* **PROBLEM DETAILS**
The entire listing below should be output exactly as it stands.

* **DATA SHOWN**
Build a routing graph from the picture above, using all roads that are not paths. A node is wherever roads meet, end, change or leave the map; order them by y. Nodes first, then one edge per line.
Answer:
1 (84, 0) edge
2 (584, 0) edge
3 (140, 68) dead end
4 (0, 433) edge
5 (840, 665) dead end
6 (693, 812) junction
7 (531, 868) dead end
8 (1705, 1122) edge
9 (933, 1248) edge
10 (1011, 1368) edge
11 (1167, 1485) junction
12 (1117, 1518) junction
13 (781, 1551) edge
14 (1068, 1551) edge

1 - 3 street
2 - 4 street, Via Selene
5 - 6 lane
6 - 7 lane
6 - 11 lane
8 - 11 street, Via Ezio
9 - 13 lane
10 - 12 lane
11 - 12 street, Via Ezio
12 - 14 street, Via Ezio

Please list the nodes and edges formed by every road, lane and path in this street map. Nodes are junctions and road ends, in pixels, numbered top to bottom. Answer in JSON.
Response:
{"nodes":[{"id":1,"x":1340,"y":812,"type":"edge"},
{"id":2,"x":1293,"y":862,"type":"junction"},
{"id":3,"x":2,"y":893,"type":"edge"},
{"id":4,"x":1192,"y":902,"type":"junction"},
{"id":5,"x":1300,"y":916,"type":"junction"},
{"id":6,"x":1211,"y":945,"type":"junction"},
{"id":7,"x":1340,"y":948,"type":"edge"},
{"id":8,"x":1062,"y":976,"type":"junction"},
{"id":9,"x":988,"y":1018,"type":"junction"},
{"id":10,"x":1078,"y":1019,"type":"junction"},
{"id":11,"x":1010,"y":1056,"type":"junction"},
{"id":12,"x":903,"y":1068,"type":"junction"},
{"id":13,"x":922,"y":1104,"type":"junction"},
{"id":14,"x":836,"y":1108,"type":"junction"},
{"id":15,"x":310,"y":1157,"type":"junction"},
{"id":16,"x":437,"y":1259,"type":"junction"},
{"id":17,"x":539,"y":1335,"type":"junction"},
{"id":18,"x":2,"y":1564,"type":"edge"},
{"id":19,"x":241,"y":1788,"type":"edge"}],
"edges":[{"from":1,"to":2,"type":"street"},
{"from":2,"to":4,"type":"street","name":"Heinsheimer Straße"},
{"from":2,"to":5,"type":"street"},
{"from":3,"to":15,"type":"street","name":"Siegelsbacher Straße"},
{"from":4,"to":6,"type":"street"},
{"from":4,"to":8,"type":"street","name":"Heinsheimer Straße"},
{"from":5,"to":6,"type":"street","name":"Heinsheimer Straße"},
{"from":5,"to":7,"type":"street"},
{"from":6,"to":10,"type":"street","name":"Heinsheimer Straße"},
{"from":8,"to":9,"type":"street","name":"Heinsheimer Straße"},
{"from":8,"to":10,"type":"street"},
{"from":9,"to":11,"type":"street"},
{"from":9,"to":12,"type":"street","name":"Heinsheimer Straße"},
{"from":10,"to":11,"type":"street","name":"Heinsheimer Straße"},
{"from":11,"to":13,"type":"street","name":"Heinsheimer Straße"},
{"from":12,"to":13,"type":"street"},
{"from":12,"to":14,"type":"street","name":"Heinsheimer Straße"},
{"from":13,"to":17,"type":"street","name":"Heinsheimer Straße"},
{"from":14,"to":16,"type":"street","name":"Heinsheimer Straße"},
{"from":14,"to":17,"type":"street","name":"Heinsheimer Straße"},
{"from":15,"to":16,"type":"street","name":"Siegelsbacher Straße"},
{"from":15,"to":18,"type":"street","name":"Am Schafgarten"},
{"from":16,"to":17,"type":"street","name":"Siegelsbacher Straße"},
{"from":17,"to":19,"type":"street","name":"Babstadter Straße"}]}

* **WRITTEN ANSWER**
Build a routing graph from the picture above, using all roads that are not paths. A node is wherever roads meet, end, change or leave the map; order them by y. Nodes first, then one edge per line.
Answer:
1 (84, 0) edge
2 (584, 0) edge
3 (140, 68) dead end
4 (0, 433) edge
5 (840, 665) dead end
6 (693, 812) junction
7 (531, 868) dead end
8 (1705, 1122) edge
9 (933, 1248) edge
10 (1011, 1368) edge
11 (1167, 1485) junction
12 (1117, 1518) junction
13 (781, 1551) edge
14 (1068, 1551) edge

1 - 3 street
2 - 4 street, Via Selene
5 - 6 lane
6 - 7 lane
6 - 11 lane
8 - 11 street, Via Ezio
9 - 13 lane
10 - 12 lane
11 - 12 street, Via Ezio
12 - 14 street, Via Ezio

Please list the nodes and edges formed by every road, lane and path in this street map. Nodes are junctions and road ends, in pixels, numbered top to bottom. Answer in JSON.
Response:
{"nodes":[{"id":1,"x":1340,"y":812,"type":"edge"},
{"id":2,"x":1293,"y":862,"type":"junction"},
{"id":3,"x":2,"y":893,"type":"edge"},
{"id":4,"x":1192,"y":902,"type":"junction"},
{"id":5,"x":1300,"y":916,"type":"junction"},
{"id":6,"x":1211,"y":945,"type":"junction"},
{"id":7,"x":1340,"y":948,"type":"edge"},
{"id":8,"x":1062,"y":976,"type":"junction"},
{"id":9,"x":988,"y":1018,"type":"junction"},
{"id":10,"x":1078,"y":1019,"type":"junction"},
{"id":11,"x":1010,"y":1056,"type":"junction"},
{"id":12,"x":903,"y":1068,"type":"junction"},
{"id":13,"x":922,"y":1104,"type":"junction"},
{"id":14,"x":836,"y":1108,"type":"junction"},
{"id":15,"x":310,"y":1157,"type":"junction"},
{"id":16,"x":437,"y":1259,"type":"junction"},
{"id":17,"x":539,"y":1335,"type":"junction"},
{"id":18,"x":2,"y":1564,"type":"edge"},
{"id":19,"x":241,"y":1788,"type":"edge"}],
"edges":[{"from":1,"to":2,"type":"street"},
{"from":2,"to":4,"type":"street","name":"Heinsheimer Straße"},
{"from":2,"to":5,"type":"street"},
{"from":3,"to":15,"type":"street","name":"Siegelsbacher Straße"},
{"from":4,"to":6,"type":"street"},
{"from":4,"to":8,"type":"street","name":"Heinsheimer Straße"},
{"from":5,"to":6,"type":"street","name":"Heinsheimer Straße"},
{"from":5,"to":7,"type":"street"},
{"from":6,"to":10,"type":"street","name":"Heinsheimer Straße"},
{"from":8,"to":9,"type":"street","name":"Heinsheimer Straße"},
{"from":8,"to":10,"type":"street"},
{"from":9,"to":11,"type":"street"},
{"from":9,"to":12,"type":"street","name":"Heinsheimer Straße"},
{"from":10,"to":11,"type":"street","name":"Heinsheimer Straße"},
{"from":11,"to":13,"type":"street","name":"Heinsheimer Straße"},
{"from":12,"to":13,"type":"street"},
{"from":12,"to":14,"type":"street","name":"Heinsheimer Straße"},
{"from":13,"to":17,"type":"street","name":"Heinsheimer Straße"},
{"from":14,"to":16,"type":"street","name":"Heinsheimer Straße"},
{"from":14,"to":17,"type":"street","name":"Heinsheimer Straße"},
{"from":15,"to":16,"type":"street","name":"Siegelsbacher Straße"},
{"from":15,"to":18,"type":"street","name":"Am Schafgarten"},
{"from":16,"to":17,"type":"street","name":"Siegelsbacher Straße"},
{"from":17,"to":19,"type":"street","name":"Babstadter Straße"}]}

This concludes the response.